Attachment 23119: MHTML support for WebKit GTK

------- Additional Comments from David Kilzer (ddkilzer) <ddkilzer at webkit.org>
Great work!!  I was secretly hoping you included a MIME parser and code to
write out MIME-encoded files so all platforms could benefit from this feature,
but it's nice that you used GMime for the GTK port and provided a way for other
platforms to provide their own MIME parsing/creating solutions!  :)

This is a great first patch, but there are some things that need to be fixed
before it lands. I'm going to mark this r-; see details below.

- Missing a ChangeLog entry.  See <http://webkit.org/coding/contributing.html>.

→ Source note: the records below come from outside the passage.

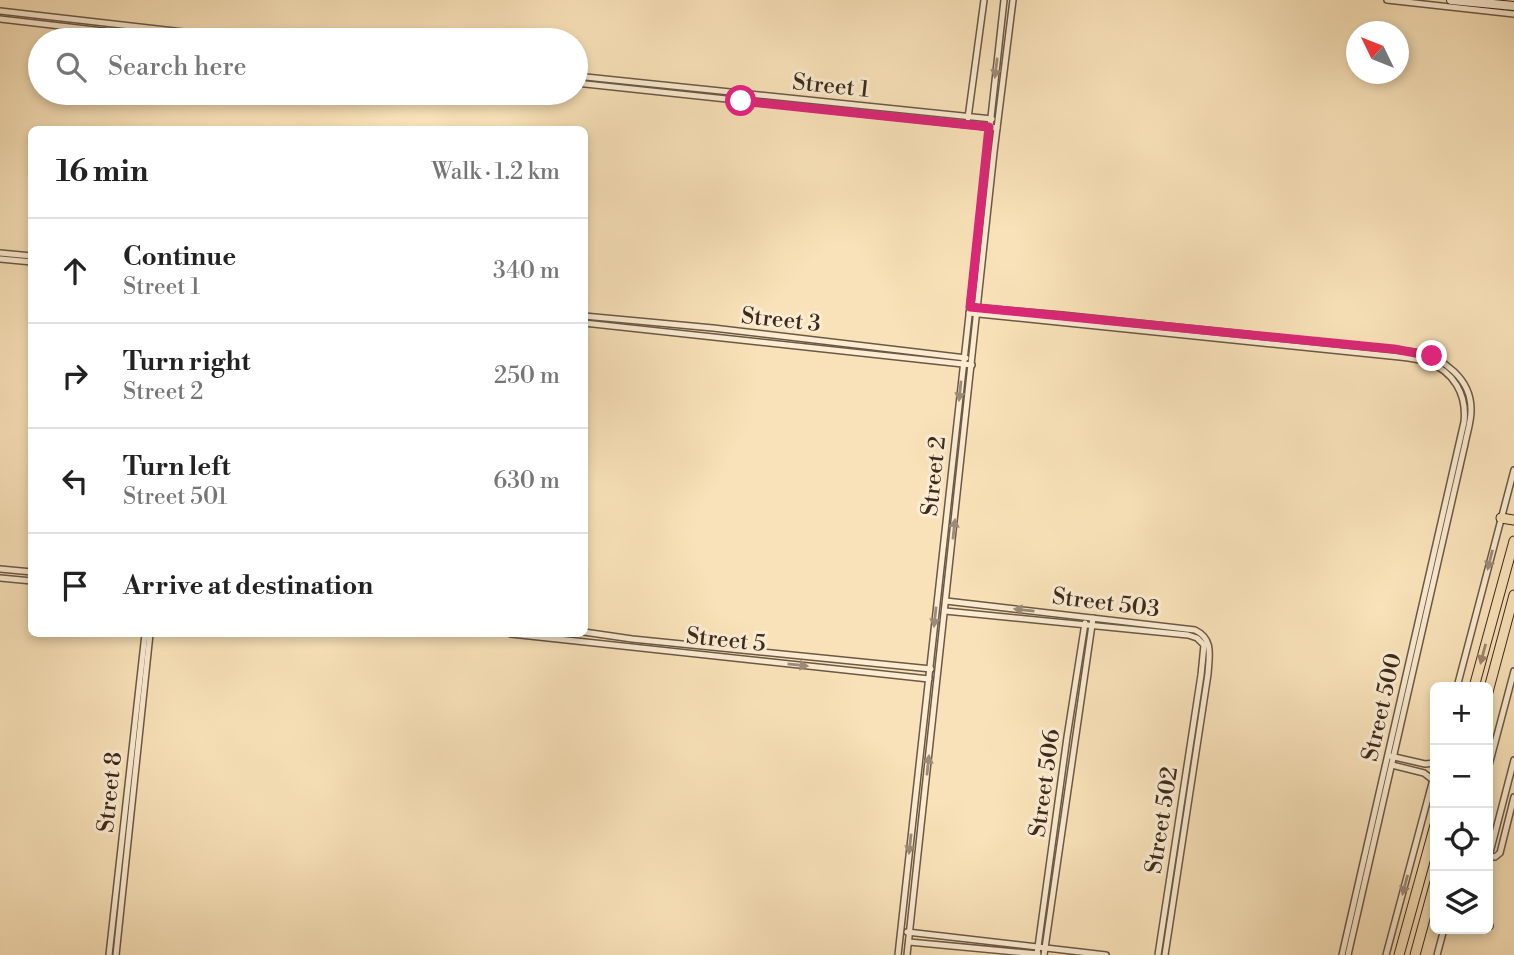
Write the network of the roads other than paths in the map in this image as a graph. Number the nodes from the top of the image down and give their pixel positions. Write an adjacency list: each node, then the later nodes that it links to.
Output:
1 (984, 0): 16 (street)
2 (1004, 0): 17 (street, Street 2, one-way to 17)
3 (1013, 0): 18 (street, Street 2)
4 (1387, 0): 8 (street)
5 (1451, 0): 6 (main road)
6 (1514, 6)
7 (0, 11): 11 (street)
8 (1514, 14)
9 (0, 19): 10 (street)
10 (78, 28)
11 (148, 28)
12 (588, 77): 14 (street, Street 1)
13 (588, 84): 15 (street, Street 1)
14 (747, 94): 15 (street); 16 (street, Street 1)
15 (746, 102): 19 (street, Street 1)
16 (968, 117): 17 (street, Street 1); 19 (street)
17 (990, 119): 18 (street, Street 1); 20 (street, Street 2)
18 (998, 120): 21 (street, Street 2)
19 (967, 125): 20 (street, Street 1)
20 (989, 127): 21 (street, Street 1); 26 (street, Street 2)
21 (998, 128): 27 (street, Street 2)
22 (0, 253): 23 (street)
23 (28, 256)
24 (0, 259): 25 (street)
25 (28, 262)
26 (970, 310): 27 (street); 30 (street, Street 2)
27 (977, 310): 31 (street, Street 2); 62 (street, Street 500)
28 (588, 316): 30 (street, Street 3)
29 (588, 323): 30 (street, Street 3)
30 (964, 360): 31 (street, Street 3); 50 (street, Street 2, one-way to 50)
31 (972, 362): 41 (street, Street 2, one-way to 31)
32 (1514, 470): 33 (street)
33 (1501, 518): 34 (highway); 55 (street, one-way to 55)
34 (1514, 520)
35 (1514, 541): 56 (highway, one-way to 56)
36 (0, 569): 37 (street)
37 (28, 572)
38 (0, 578): 39 (street)
39 (28, 581)
40 (1514, 594): 57 (highway)
41 (946, 601): 42 (street, Street 2); 43 (street, Street 503, one-way to 41)
42 (945, 611): 44 (street, Street 503); 51 (street, Street 2)
43 (1090, 617): 44 (street, Street 506); 45 (street, Street 503)
44 (1088, 626): 45 (street, Street 503); 80 (street, Street 506)
45 (1148, 628): 59 (street, Street 503)
46 (588, 633): 50 (street, Street 5)
47 (145, 637): 81 (street, Street 8)
48 (150, 637): 82 (street, Street 8)
49 (539, 637): 53 (street, Street 5, one-way to 53)
50 (930, 669): 51 (street, Street 5); 53 (street, Street 2)
51 (938, 670): 54 (street, Street 2)
52 (1514, 671): 58 (street)
53 (929, 679): 54 (street, Street 5); 76 (street, Street 2, one-way to 76)
54 (937, 680): 77 (street, Street 2, one-way to 54)
55 (1458, 682)
56 (1475, 682)
57 (1491, 682)
58 (1512, 686): 61 (street)
59 (1202, 690): 60 (street, Street 502)
60 (1195, 735): 86 (street, Street 502); 87 (street, Street 502)
61 (1493, 752)
62 (1391, 756): 64 (street, Street 500); 65 (street)
63 (1514, 760): 66 (street)
64 (1389, 764): 67 (street); 71 (street, Street 500)
65 (1430, 764)
66 (1512, 773): 68 (street)
67 (1430, 778)
68 (1511, 784): 72 (street)
69 (1430, 791): 90 (street, one-way to 90)
70 (1514, 797): 74 (street)
71 (1380, 804): 88 (street, Street 500); 89 (street, Street 500)
72 (1493, 842)
73 (1430, 843): 91 (highway)
74 (1493, 857)
75 (1430, 901): 92 (highway)
76 (901, 931): 77 (street); 83 (street, Street 2)
77 (910, 932): 79 (street, Street 2); 80 (street)
78 (1443, 934): 93 (street)
79 (909, 942): 80 (street); 84 (street, Street 2)
80 (1042, 952): 85 (street)
81 (109, 955)
82 (116, 955)
83 (898, 955)
84 (907, 955)
85 (1106, 955)
86 (1158, 955)
87 (1165, 955)
88 (1342, 955)
89 (1348, 955)
90 (1386, 955)
91 (1399, 955)
92 (1415, 955)
93 (1437, 955)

>@@ -543,8 +543,15 @@ PassRefPtr<ArchiveResource>
DocumentLoader::subresource(const KURL& url) const
>	  return archiveResourceForURL(url);
>     CachedResource* resource = doc->docLoader()->cachedResource(url);
>+    // FIXME not checking resource->preloadResult() is just a hack to
>+    // make it work. I have no clue on what is going on here.
>+    if (!resource)
>+	  return 0;
>     if (!resource || resource->preloadResult() ==
>	  return archiveResourceForURL(url);
>     return ArchiveResource::create(resource->data(), url,
> }

This definitely needs to be fixed before the patch lands.  Please talk to
'antti' in the #webkit channel on irc.freenode.net about preloading and how it
affects this patch, or (if he's not available), beidson/bradee-oh.

>+	  else
>+	      // MHTML archives do not store the frame name, so we use the
>+	      // URL as the name
>+	      m_subframes.set((*iFrame)->mainResource()->url().string(),

I think you can leave off ".string()" after "url()" here as there is a method
to turn a KURL object into a String automatically.

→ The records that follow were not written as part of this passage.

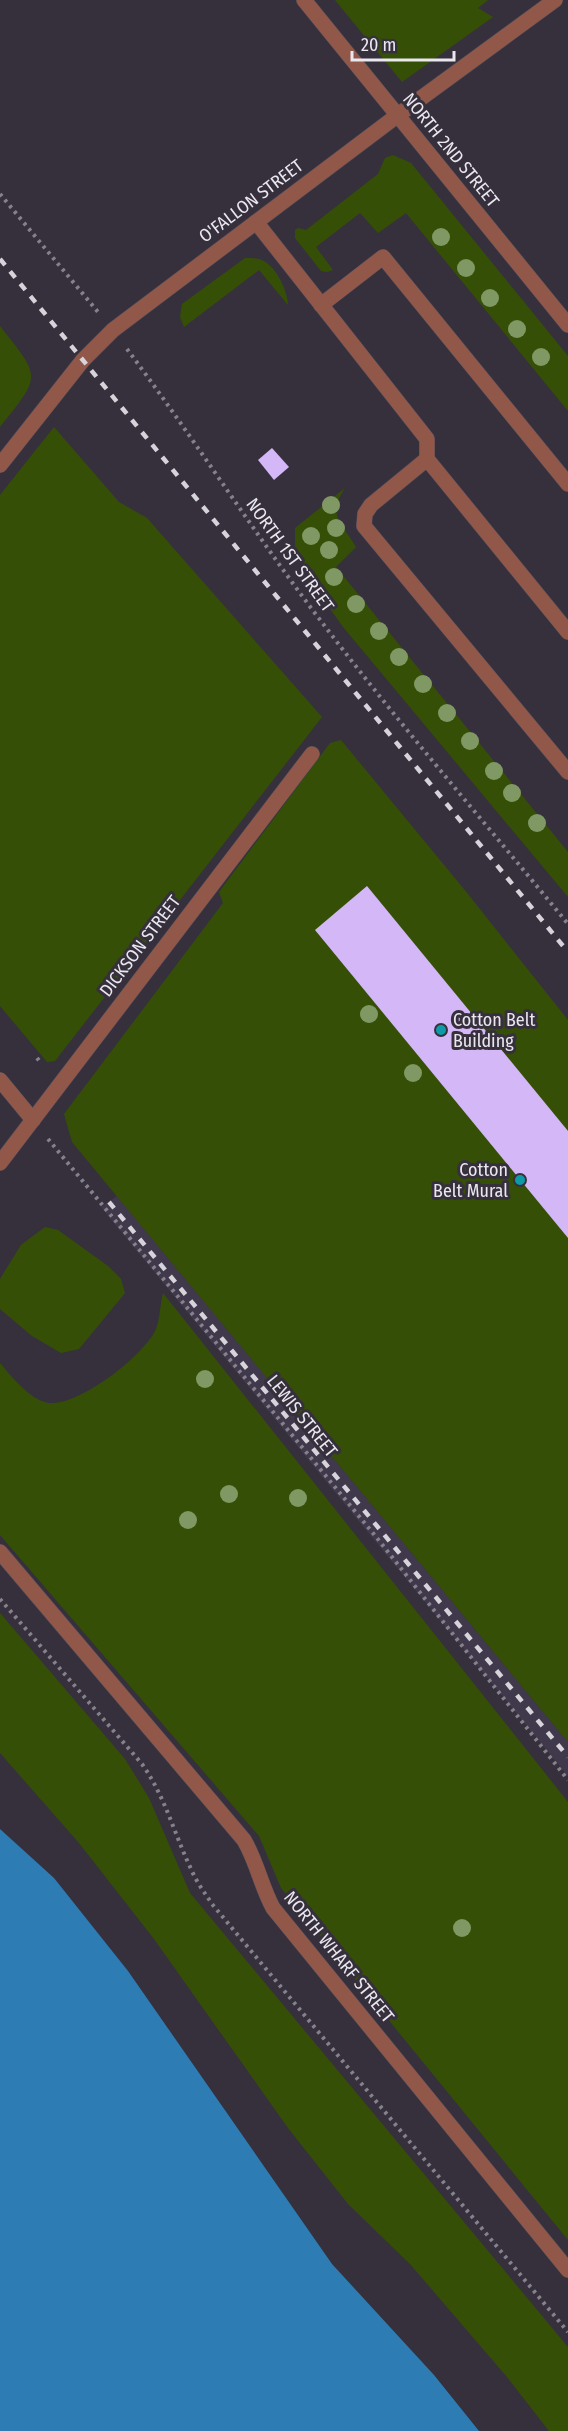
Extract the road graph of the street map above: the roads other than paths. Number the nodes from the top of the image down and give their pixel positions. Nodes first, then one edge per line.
1 (304, 0) edge
2 (555, 0) edge
3 (398, 115) junction
4 (256, 222) junction
5 (321, 305) junction
6 (568, 325) edge
7 (427, 459) junction
8 (0, 465) edge
9 (568, 484) edge
10 (568, 632) edge
11 (312, 754) dead end
12 (568, 772) edge
13 (0, 1080) edge
14 (33, 1120) junction
15 (0, 1163) edge
16 (0, 1552) edge
17 (568, 2270) edge

1 - 3 street, NORTH 2ND STREET
2 - 3 street, O'FALLON STREET
3 - 4 street, O'FALLON STREET
3 - 6 street, NORTH 2ND STREET
4 - 5 street
4 - 8 street, O'FALLON STREET
5 - 7 street
5 - 9 street
7 - 10 street
7 - 12 street
11 - 14 street, DICKSON STREET
13 - 14 street
14 - 15 street, DICKSON STREET
16 - 17 street, NORTH WHARF STREET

>+PassRefPtr<Archive> ArchiveResourceCollection::popSubframeArchive(const
String& frameName, const KURL& url)
> {
>-    return m_subframes.take(frameName);
>+    PassRefPtr<Archive> archive = m_subframes.take(frameName);

You want a RefPtr<Archive> here, not a PassRefPtr.

>+    if (archive)
>+	  return archive;
>+    return m_subframes.take(url.string());

Again, I think ".string()" may be left off here.

>+bool MHTMLWebArchive::init(SharedBuffer* data)
>+    ASSERT(data);
>+    if (!data)
>+	  return false;
>+    if (!parseRawDataRepresentation(data))
>+	  return false;
>+    ASSERT(!m_mainResourceType.isEmpty());
>+    /* MHTML files do not have the concept of subframes, so resources are
>+     * and are assigned to the main frame. To make the resources accessible
>+     * also to subframes we add all the subresources to all the subframes. */

This is probably fine to land this way, but please consider talking to
beidson/bradee-oh in #webkit on irc.freenode.net about how to improve this data

For example, would it make more sense to put all resources as main resources
(which more closely matches the structure of MHTML files), but have all
subframes look for their resources in the main resources if the archive is an
MHTML archive?

>+    const Vector<RefPtr<Archive> >& subframes(subframeArchives());
>+    unsigned i;
>+    for (i = 0; i < subframes.size(); ++i) {

Please declare the loop variable inside the for loop, e.g., "for (unsigned i =
0; ...".

>+	  const Vector<RefPtr<ArchiveResource> >& resources(subresources());
>+	  unsigned j;
>+	  for (j = 0; j < resources.size(); ++j)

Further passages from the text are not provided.